Secondly, the notion of digital disembodiment presumes that the mind and personality belonging to a natural brain and body can somehow be exhaustively decoded, extracted or copied from its natural source, and contained in a digital file that can then be uploaded to a super-computer as a functioning subject in a simulated world. While there are current projects to map “the” brain at the micro-level, there is no guarantee that the structure inferred corresponds to a real brain’s structure closely enough to replicate its “program” in digital form. Much less can we assume that the interrelation between parts and their functioning can be replicated in such a way that the consciousness of the person is replicated.
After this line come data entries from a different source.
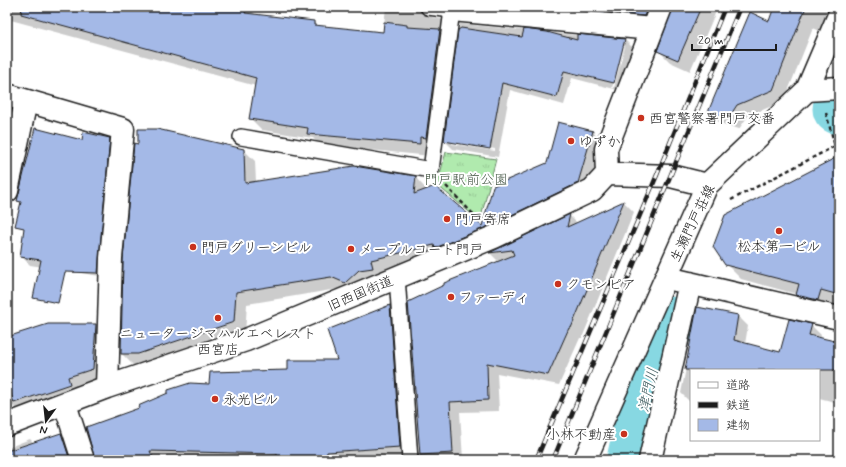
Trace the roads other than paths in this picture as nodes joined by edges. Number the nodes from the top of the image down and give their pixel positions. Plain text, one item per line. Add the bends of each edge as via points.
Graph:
1 (428, 7) edge
2 (661, 7) edge
3 (452, 8) edge
4 (839, 15) edge
5 (652, 29) junction
6 (822, 89) edge
7 (16, 98) edge
8 (242, 137) dead end
9 (607, 174) junction
10 (707, 185) junction
11 (7, 191) edge
12 (396, 277) junction
13 (665, 278) junction
14 (690, 283) junction
15 (839, 318) edge
16 (107, 387) junction
17 (65, 404) junction
18 (7, 425) edge
19 (83, 460) edge
20 (410, 460) edge
21 (585, 460) edge
22 (650, 460) edge

1 - 3 lane
2 - 5 street
3 - 5 street
3 - 8 lane via 431,170
4 - 6 street, 生瀬門戸荘線
5 - 9 street via 606,149
6 - 10 street, 生瀬門戸荘線
7 - 11 street
7 - 16 street via 123,129 111,258
9 - 10 street via 671,176
9 - 12 street, 旧西国街道 via 592,190 494,237
10 - 13 street, 生瀬門戸荘線
12 - 16 street, 旧西国街道 via 246,340
12 - 20 lane
13 - 14 street
13 - 21 street, 生瀬門戸荘線
14 - 15 street
14 - 22 street
16 - 17 street, 旧西国街道
17 - 18 street, 旧西国街道
17 - 19 street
Thirdly, even a fictive world must have its own consistent structure and rules. Whatever world might be designed for the disembodied subject, it would essentially be modeled on the world we know—in which bodies have limits and functions determined by the laws of nature, and in which organisms are programmed by natural selection to have preferences and to care about outcomes of interactions. Embodiment is a relation to the world in which things crucially matter to the subject; simulated embodiment would involve a similar relation to a simulated world. To be consistent, a virtual world would have to operate roughly like the real one, imposing limits parallel to those of the real world and having power over the disembodied subject in a parallel way. Otherwise it would be disconcerting or incomprehensible to an artificial mind modeled on a natural one that has been groomed in our world through natural selection.
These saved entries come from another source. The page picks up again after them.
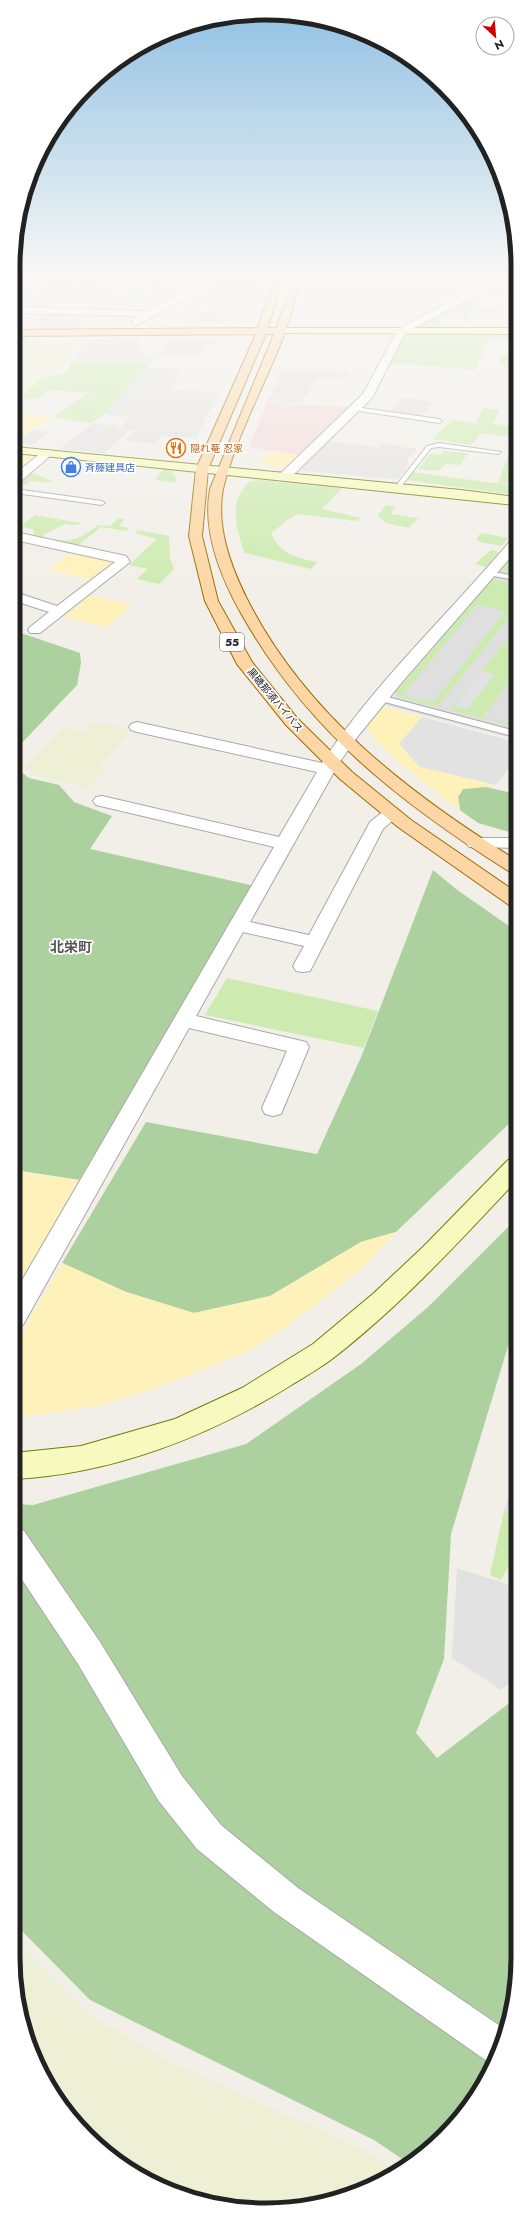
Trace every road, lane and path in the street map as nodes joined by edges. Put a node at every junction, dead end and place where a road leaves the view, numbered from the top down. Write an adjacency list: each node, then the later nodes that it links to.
1 (240, 382): 9 (main road, 黒磯那須バイパス / 55)
2 (259, 382): 10 (main road, 55)
3 (376, 382): 4 (street)
4 (355, 409): 5 (lane); 12 (street)
5 (438, 421)
6 (20, 450): 8 (street)
7 (498, 452): 13 (lane)
8 (47, 453): 9 (street); 11 (street)
9 (202, 469): 10 (street); 28 (main road, 黒磯那須バイパス / 55)
10 (222, 471): 12 (street); 27 (main road, 55)
11 (20, 476)
12 (284, 477): 13 (street)
13 (396, 488): 15 (street)
14 (20, 492): 16 (lane)
15 (511, 500)
16 (102, 503)
17 (20, 537): 22 (street)
18 (511, 549): 19 (street)
19 (491, 573): 20 (lane); 24 (street)
20 (511, 577)
21 (20, 598): 22 (street)
22 (59, 611): 23 (street)
23 (35, 630)
24 (380, 698): 26 (lane); 27 (street)
25 (137, 727): 28 (street)
26 (511, 733)
27 (346, 741): 28 (street); 31 (main road, 55)
28 (329, 766): 30 (main road, 黒磯那須バイパス / 55); 33 (street)
29 (102, 801): 33 (street)
30 (391, 814): 35 (main road, 黒磯那須バイパス / 55); 37 (street)
31 (475, 843): 32 (street); 34 (main road, 55)
32 (511, 843)
33 (284, 844): 36 (street)
34 (511, 865)
35 (511, 898)
36 (238, 925): 37 (street); 39 (street)
37 (315, 942): 38 (street)
38 (304, 966)
39 (184, 1020): 40 (street); 42 (street)
40 (273, 1108)
41 (511, 1171): 43 (street)
42 (20, 1307)
43 (20, 1465)
44 (20, 1550): 45 (street)
45 (495, 2044)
The nature of our real consciousness is more like creating a movie than like watching one, which is an entirely passive experience. Furthermore, unlike what is presented in films, in your real field of vision parts of your own body appear in your personal “movie.” You also experience other external senses besides vision, as well as feelings occurring within the body. Above all, the experience is interactive. Maybe it would be possible to edit out physical pain from a simulated life, at the cost of adjusting the virtual world accordingly. For example, if your virtual body could not be damaged through its interactions, this would obviate the need for pain as a report of damage. But it would also require a different biology. By and large, however, your disembodied consciousness probably could not live in a world so fundamentally different from the real one that it would seem chaotic or senseless. And then there is the possibility that an unending consciousness might find it wished it could die.
Like it or not we are stuck with bodies until they cease functioning. We may abhor an end to our experience. But clinging to consciousness puts the cart before the horse. For, consciousness depends on the body and is designed to serve it, rather than the other way around. If we wish to prolong a desirable consciousness, we must prolong the health of the body, on which the quality as well as the quantity of experience depends. That goes against the grain in a society that values quantity over quality and pharmaceutical prescriptions over pro-active self-care. We have long rejected our natural lot, but an unnatural lot could be worse.